What is an inverse iron butterfly?
An inverse iron butterfly reverses the standard iron butterfly: buy 1 ATM call and 1 ATM put (the straddle), then sell 1 OTM call and 1 OTM put (the wings). The short OTM options reduce the net cost of the long straddle. The position profits if the stock makes a large move in either direction beyond the breakevens. Unlike a naked long straddle, the risk is fully defined — max loss is the net debit.

Inverse iron butterfly vs long straddle
A long straddle has unlimited profit potential on large moves and costs more. An inverse iron butterfly caps the profit at the wing strikes but costs significantly less. If you expect a very large move (2σ or more), the long straddle captures more profit. If you expect a moderately large move (1–1.5σ), the inverse butterfly is more capital efficient — the wings fund a substantial portion of the straddle cost.
When to use an inverse iron butterfly
Use before known catalysts (earnings, FOMC, binary events) when you expect a significant move but want defined risk. IV does not need to be low — the structure benefits from any large directional move regardless of IV changes.
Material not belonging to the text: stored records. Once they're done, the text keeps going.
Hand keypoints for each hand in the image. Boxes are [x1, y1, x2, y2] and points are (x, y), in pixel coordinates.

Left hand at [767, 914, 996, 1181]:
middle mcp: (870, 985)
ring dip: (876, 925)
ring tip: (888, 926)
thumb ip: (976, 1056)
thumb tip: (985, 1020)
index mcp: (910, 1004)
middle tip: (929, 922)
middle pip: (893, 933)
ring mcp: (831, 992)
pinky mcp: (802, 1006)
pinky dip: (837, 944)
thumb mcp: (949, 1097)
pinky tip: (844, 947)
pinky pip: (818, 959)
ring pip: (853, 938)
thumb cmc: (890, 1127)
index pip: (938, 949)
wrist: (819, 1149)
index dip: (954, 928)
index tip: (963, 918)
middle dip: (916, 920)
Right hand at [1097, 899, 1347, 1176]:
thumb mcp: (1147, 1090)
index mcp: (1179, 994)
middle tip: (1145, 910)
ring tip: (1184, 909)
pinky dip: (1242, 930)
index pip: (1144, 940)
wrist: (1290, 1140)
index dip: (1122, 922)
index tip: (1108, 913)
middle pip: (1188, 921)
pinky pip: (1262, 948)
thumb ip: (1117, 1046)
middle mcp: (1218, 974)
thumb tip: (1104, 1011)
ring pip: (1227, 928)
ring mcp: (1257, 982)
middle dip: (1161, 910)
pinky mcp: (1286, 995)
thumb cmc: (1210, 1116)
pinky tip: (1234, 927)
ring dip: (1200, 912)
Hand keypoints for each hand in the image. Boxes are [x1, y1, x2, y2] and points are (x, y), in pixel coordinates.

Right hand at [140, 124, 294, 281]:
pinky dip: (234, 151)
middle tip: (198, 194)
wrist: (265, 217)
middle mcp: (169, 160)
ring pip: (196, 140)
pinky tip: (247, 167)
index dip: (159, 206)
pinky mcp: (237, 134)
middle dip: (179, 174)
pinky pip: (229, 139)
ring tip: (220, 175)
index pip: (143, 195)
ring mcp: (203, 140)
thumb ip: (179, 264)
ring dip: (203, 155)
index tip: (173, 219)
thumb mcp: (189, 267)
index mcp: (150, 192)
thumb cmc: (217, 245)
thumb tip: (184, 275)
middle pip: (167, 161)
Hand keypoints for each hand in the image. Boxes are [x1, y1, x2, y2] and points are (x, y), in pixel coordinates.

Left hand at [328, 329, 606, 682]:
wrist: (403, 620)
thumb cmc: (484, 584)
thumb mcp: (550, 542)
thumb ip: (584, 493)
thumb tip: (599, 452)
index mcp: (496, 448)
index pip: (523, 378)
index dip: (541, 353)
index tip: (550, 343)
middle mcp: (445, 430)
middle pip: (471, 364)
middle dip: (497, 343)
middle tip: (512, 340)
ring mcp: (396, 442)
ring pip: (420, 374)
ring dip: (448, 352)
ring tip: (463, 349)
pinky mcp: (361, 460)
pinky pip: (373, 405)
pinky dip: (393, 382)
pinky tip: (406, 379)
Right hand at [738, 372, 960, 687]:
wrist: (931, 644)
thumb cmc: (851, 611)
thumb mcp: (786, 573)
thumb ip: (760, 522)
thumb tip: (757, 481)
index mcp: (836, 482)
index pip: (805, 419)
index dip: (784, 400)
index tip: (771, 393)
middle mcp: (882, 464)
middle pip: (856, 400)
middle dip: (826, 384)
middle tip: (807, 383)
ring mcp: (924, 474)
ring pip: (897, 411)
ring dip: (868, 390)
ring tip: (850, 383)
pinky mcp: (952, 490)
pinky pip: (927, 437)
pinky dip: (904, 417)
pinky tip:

Set the long straddle at the current price and the short wings at where you expect the stock to reach in either scenario. The asymmetric version (different wing distances) can also express a directional view.
Risk and reward
Max loss is the net debit paid. Max profit is the wing width minus the debit, achieved when the stock moves to or beyond either short wing strike. Breakevens are the ATM strike plus and minus the net debit. The risk-to-reward ratio can be attractive — a $1 debit on a $5-wide wing gives a 4:1 reward-to-risk. Model in the Strategy Builder to find the optimal wing distance for your market outlook.